Extracted data:

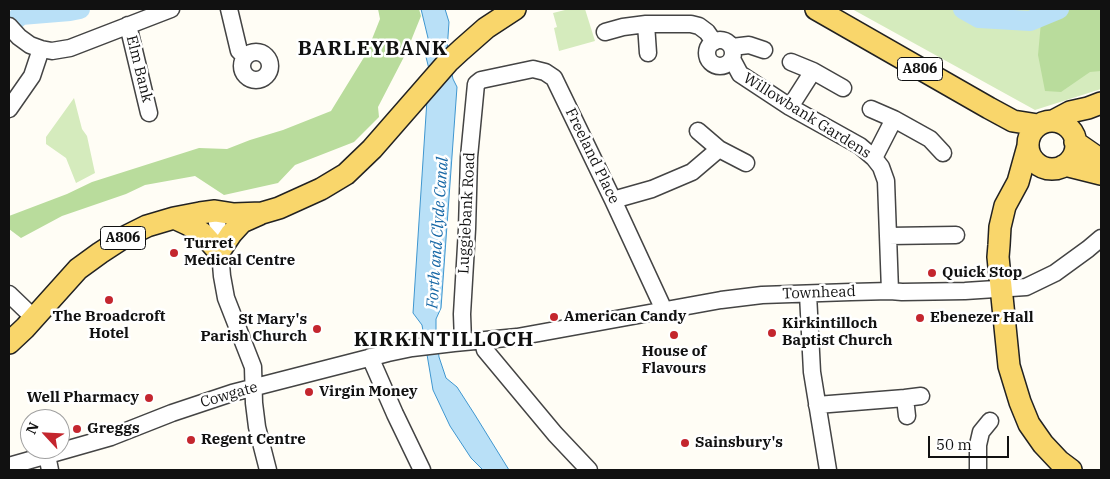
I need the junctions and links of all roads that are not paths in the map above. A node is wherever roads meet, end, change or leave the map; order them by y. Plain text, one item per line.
1 (171, 9) edge
2 (229, 9) edge
3 (515, 9) edge
4 (816, 9) edge
5 (646, 24) junction
6 (128, 25) junction
7 (10, 27) edge
8 (605, 32) dead end
9 (714, 42) junction
10 (41, 49) junction
11 (764, 50) dead end
12 (648, 53) dead end
13 (732, 53) junction
14 (246, 56) dead end
15 (791, 62) dead end
16 (813, 72) junction
17 (476, 84) joint
18 (843, 88) dead end
19 (1095, 106) edge
20 (790, 107) junction
21 (9, 109) edge
22 (871, 109) dead end
23 (149, 113) dead end
24 (894, 119) junction
25 (698, 132) dead end
26 (1037, 134) junction
27 (1075, 140) junction
28 (719, 149) junction
29 (943, 153) dead end
30 (874, 158) junction
31 (1101, 160) edge
32 (746, 163) dead end
33 (1056, 167) junction
34 (1101, 174) edge
35 (1018, 182) junction
36 (299, 198) junction
37 (614, 200) junction
38 (215, 211) junction
39 (262, 213) junction
40 (174, 218) junction
41 (956, 235) dead end
42 (888, 236) junction
43 (1101, 238) edge
44 (219, 252) junction
45 (1002, 289) junction
46 (890, 291) junction
47 (9, 294) edge
48 (808, 294) junction
49 (664, 310) junction
50 (34, 318) junction
51 (483, 341) junction
52 (459, 342) junction
53 (9, 343) edge
54 (370, 357) junction
55 (254, 388) junction
56 (817, 405) junction
57 (907, 416) dead end
58 (990, 421) dead end
59 (48, 463) edge
60 (9, 466) edge
61 (1060, 467) edge
62 (268, 470) edge
63 (422, 470) edge
64 (589, 470) edge
65 (828, 470) edge
66 (978, 470) edge

1 - 6 street
2 - 14 street
3 - 36 main road, A806
4 - 26 main road, A806
5 - 8 street, Willowbank Gardens
5 - 9 street, Willowbank Gardens
5 - 12 street
6 - 10 street
6 - 23 street, Elm Bank
7 - 10 street
9 - 13 street, Willowbank Gardens
9 - 13 street, Willowbank Gardens
10 - 21 street
11 - 13 street, Willowbank Gardens
13 - 20 street, Willowbank Gardens
15 - 16 street
16 - 18 street
16 - 20 street
17 - 37 street, Freeland Place
17 - 52 street, Luggiebank Road
19 - 26 main road
19 - 27 main road
20 - 30 street, Willowbank Gardens
22 - 24 street
24 - 29 street
24 - 30 street
25 - 28 street
26 - 27 main road
26 - 33 main road
26 - 35 main road
27 - 31 main road
27 - 33 main road
28 - 32 street
28 - 37 street
30 - 42 street, Willowbank Gardens
33 - 34 main road
33 - 35 main road
35 - 45 main road
36 - 38 main road, A806
36 - 39 main road, A806
37 - 49 street, Freeland Place
38 - 39 main road, A806
38 - 40 main road, A806
38 - 44 street
39 - 44 main road
40 - 44 main road
40 - 50 main road, A806
41 - 42 street
42 - 46 street, Willowbank Gardens
43 - 45 street, Townhead
44 - 55 street
45 - 46 street, Townhead
45 - 61 main road
46 - 48 street, Townhead
47 - 50 street
48 - 49 street, Townhead
48 - 56 street
49 - 51 street, Townhead
50 - 53 main road, A806
51 - 52 street, Townhead
51 - 64 street
52 - 54 street, Cowgate
54 - 55 street, Cowgate
54 - 63 street
55 - 59 street, Cowgate
55 - 62 street
56 - 57 street
56 - 65 street
58 - 66 street
59 - 60 street, Cowgate

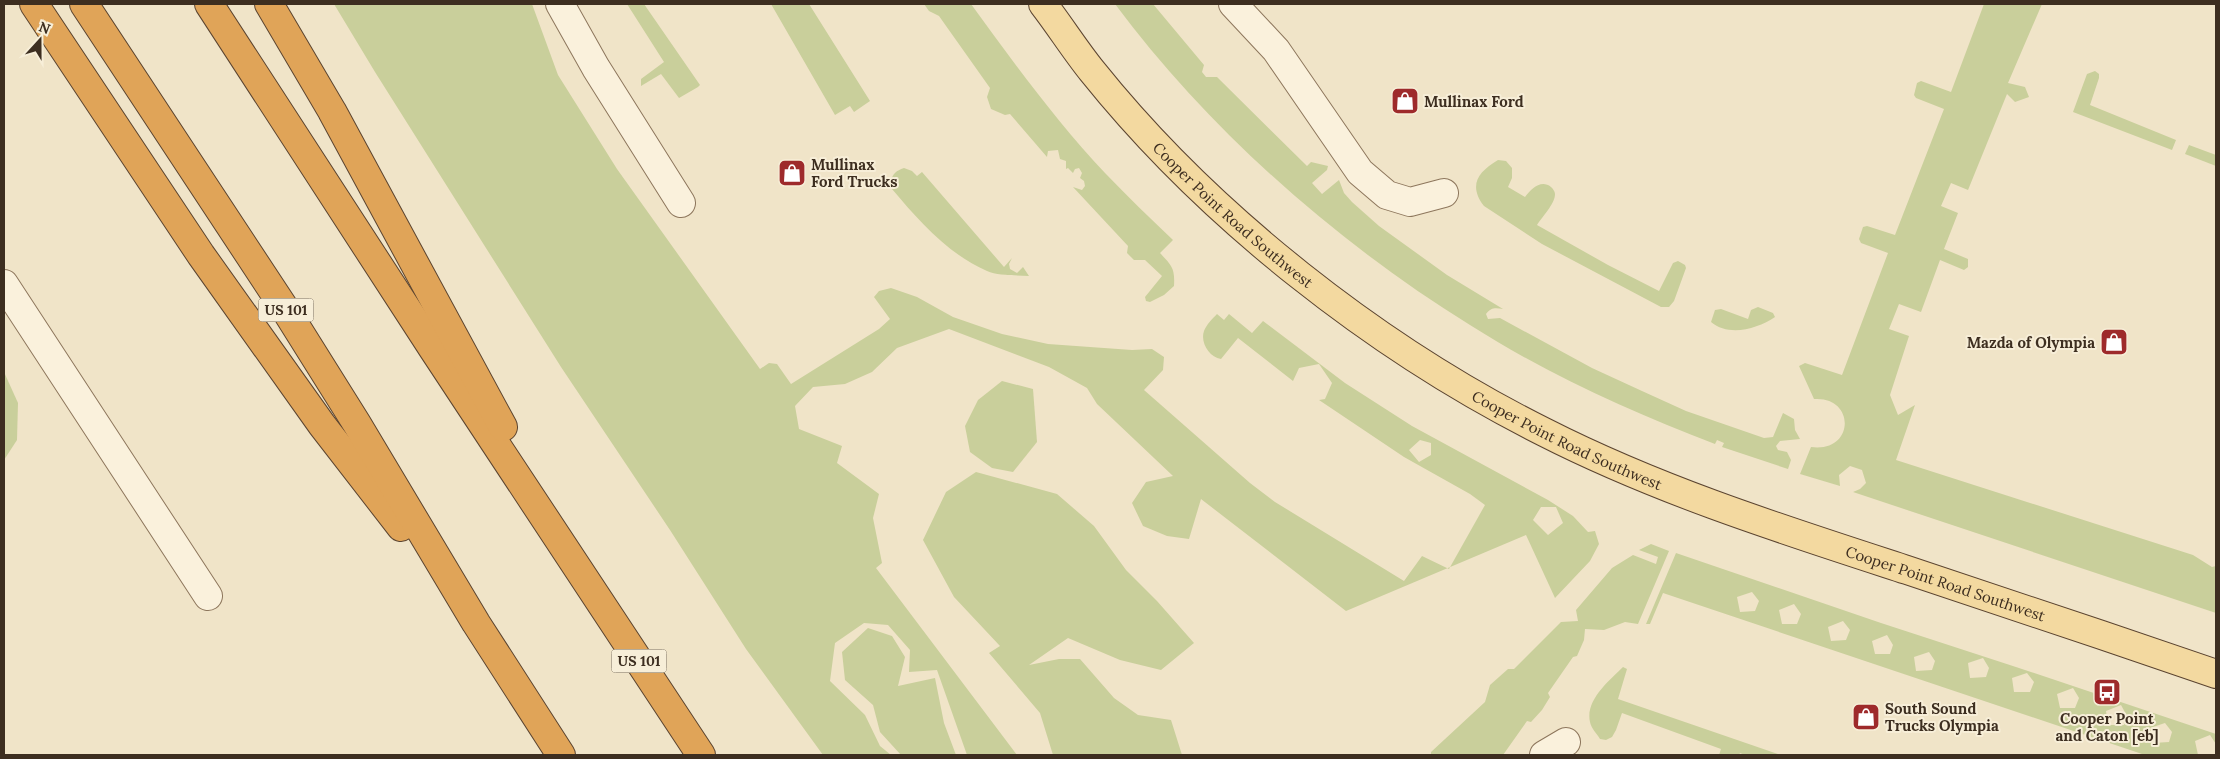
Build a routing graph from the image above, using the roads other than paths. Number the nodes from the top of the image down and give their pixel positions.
1 (34, 4) edge
2 (84, 4) edge
3 (209, 4) edge
4 (269, 4) edge
5 (560, 4) edge
6 (1043, 4) edge
7 (1234, 4) edge
8 (1444, 193) dead end
9 (681, 204) dead end
10 (4, 284) edge
11 (577, 567) junction
12 (208, 596) dead end
13 (476, 623) junction
14 (2216, 674) edge
15 (562, 755) edge
16 (701, 755) edge

1 - 13 highway
2 - 13 highway, US 101
3 - 11 highway, US 101
4 - 11 highway
5 - 9 lane
6 - 14 main road, Cooper Point Road Southwest
7 - 8 lane
10 - 12 lane
11 - 16 highway, US 101
13 - 15 highway, US 101

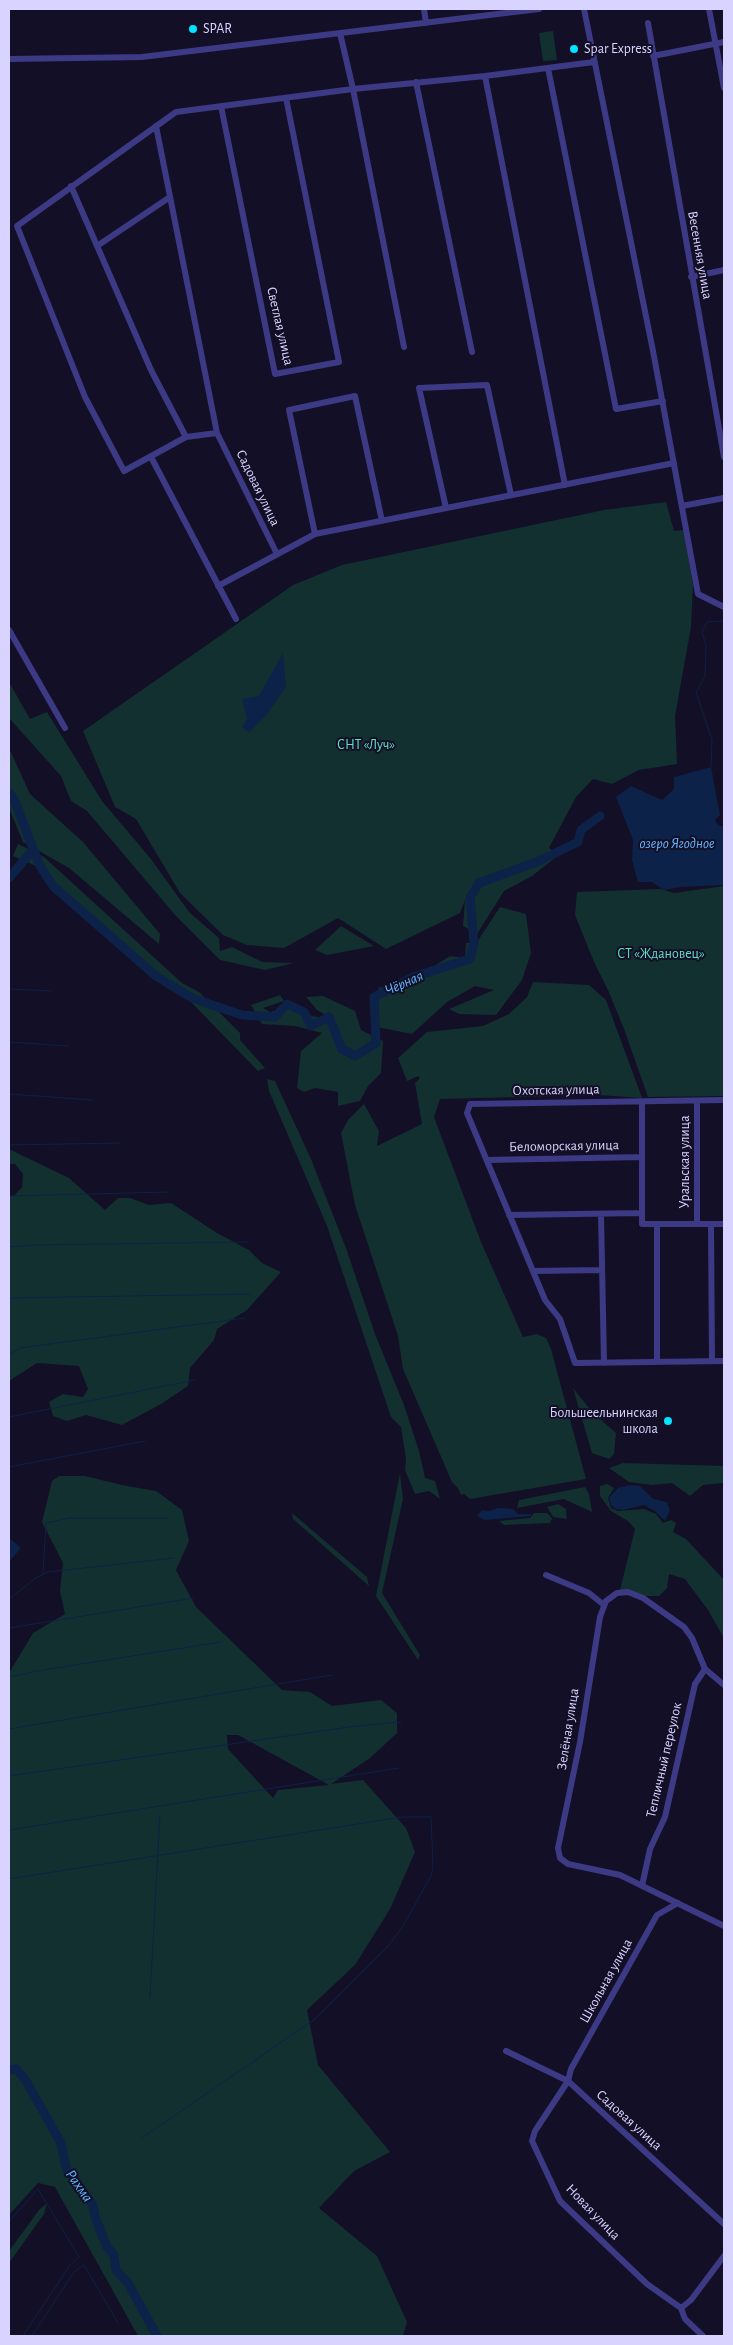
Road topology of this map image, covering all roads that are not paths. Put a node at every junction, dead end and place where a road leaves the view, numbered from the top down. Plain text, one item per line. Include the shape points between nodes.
1 (424, 9) edge
2 (539, 9) edge
3 (584, 9) edge
4 (709, 9) edge
5 (426, 23) junction
6 (648, 24) dead end
7 (340, 33) junction
8 (724, 42) edge
9 (717, 44) junction
10 (653, 56) junction
11 (9, 59) edge
12 (594, 62) junction
13 (548, 68) junction
14 (485, 76) junction
15 (416, 82) junction
16 (724, 88) edge
17 (353, 89) junction
18 (286, 98) junction
19 (221, 106) junction
20 (156, 126) junction
21 (71, 186) junction
22 (170, 197) junction
23 (97, 246) junction
24 (724, 270) edge
25 (692, 277) junction
26 (404, 347) dead end
27 (472, 352) dead end
28 (663, 401) junction
29 (217, 433) junction
30 (186, 438) junction
31 (151, 457) junction
32 (724, 457) edge
33 (674, 463) junction
34 (565, 485) junction
35 (511, 495) junction
36 (724, 498) edge
37 (682, 506) junction
38 (446, 508) junction
39 (382, 520) junction
40 (315, 534) junction
41 (277, 554) junction
42 (218, 586) junction
43 (724, 607) edge
44 (236, 619) dead end
45 (9, 630) edge
46 (65, 728) dead end
47 (724, 1100) edge
48 (697, 1101) junction
49 (642, 1102) junction
50 (642, 1157) junction
51 (487, 1160) junction
52 (642, 1213) junction
53 (601, 1214) junction
54 (510, 1215) junction
55 (657, 1224) junction
56 (697, 1224) junction
57 (711, 1224) junction
58 (724, 1224) edge
59 (602, 1270) junction
60 (533, 1271) junction
61 (724, 1361) edge
62 (604, 1362) junction
63 (658, 1362) junction
64 (712, 1362) junction
65 (546, 1575) dead end
66 (605, 1603) junction
67 (705, 1669) junction
68 (724, 1685) edge
69 (642, 1886) junction
70 (678, 1903) junction
71 (724, 1926) edge
72 (506, 2051) dead end
73 (568, 2081) junction
74 (723, 2221) edge
75 (724, 2256) edge
76 (681, 2308) junction
77 (703, 2336) edge

1 - 5 street
2 - 5 street
3 - 12 street
4 - 9 street
5 - 7 street
6 - 10 street, Весенняя улица
7 - 11 street via 133,58
7 - 17 street
8 - 9 street
9 - 10 street
9 - 16 street
10 - 25 street, Весенняя улица
12 - 13 street
12 - 28 street
13 - 14 street
13 - 28 street via 616,409
14 - 15 street
14 - 34 street
15 - 17 street
15 - 27 street
17 - 18 street
17 - 26 street
18 - 19 street
18 - 19 street, Светлая улица via 339,362 275,374
19 - 20 street via 176,112
20 - 21 street
20 - 22 street
21 - 23 street
21 - 31 street via 17,226 85,397 124,471
22 - 23 street
22 - 29 street
23 - 30 street via 151,370
24 - 25 street
25 - 32 street, Весенняя улица
28 - 33 street
29 - 30 street
29 - 41 street, Садовая улица
30 - 31 street
31 - 42 street
33 - 34 street
33 - 37 street
34 - 35 street
35 - 38 street
35 - 38 street via 487,385 419,388
36 - 37 street
37 - 43 street via 698,594
38 - 39 street
39 - 40 street
39 - 40 street via 355,396 289,410
40 - 41 street
41 - 42 street
42 - 44 street
45 - 46 street
47 - 48 street, Охотская улица
48 - 49 street, Охотская улица
48 - 56 street, Уральская улица
49 - 50 street
49 - 51 street, Охотская улица via 470,1104 467,1113
50 - 51 street, Беломорская улица
50 - 52 street
51 - 54 street
52 - 53 street
52 - 55 street via 642,1224
53 - 54 street
53 - 59 street
54 - 60 street
55 - 56 street
55 - 63 street
56 - 57 street
57 - 58 street
57 - 64 street
59 - 60 street
59 - 62 street
60 - 62 street via 545,1300 560,1319 575,1363
61 - 64 street
62 - 63 street
63 - 64 street
65 - 66 street
66 - 67 street via 617,1592 643,1598 689,1632
66 - 69 street, Зелёная улица via 590,1668 559,1854 563,1861 620,1875
67 - 68 street
67 - 69 street, Тепличный переулок via 694,1684 665,1817 650,1849
69 - 70 street
70 - 71 street
70 - 73 street, Школьная улица via 657,1915 571,2069
72 - 73 street, Садовая улица
73 - 74 street, Садовая улица
73 - 76 street, Новая улица via 532,2138 556,2193 647,2284
75 - 76 street via 691,2300
76 - 77 street, Новая улица via 685,2319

Task objective:
Search the entries for the word "above" and gather every line where it appears.

Solution to the exercise:
I need the junctions and links of all roads that are not paths in the map above. A node is wherever roads meet, end, change or leave the map; order them by y. Plain text, one item per line.
Build a routing graph from the image above, using the roads other than paths. Number the nodes from the top of the image down and give their pixel positions.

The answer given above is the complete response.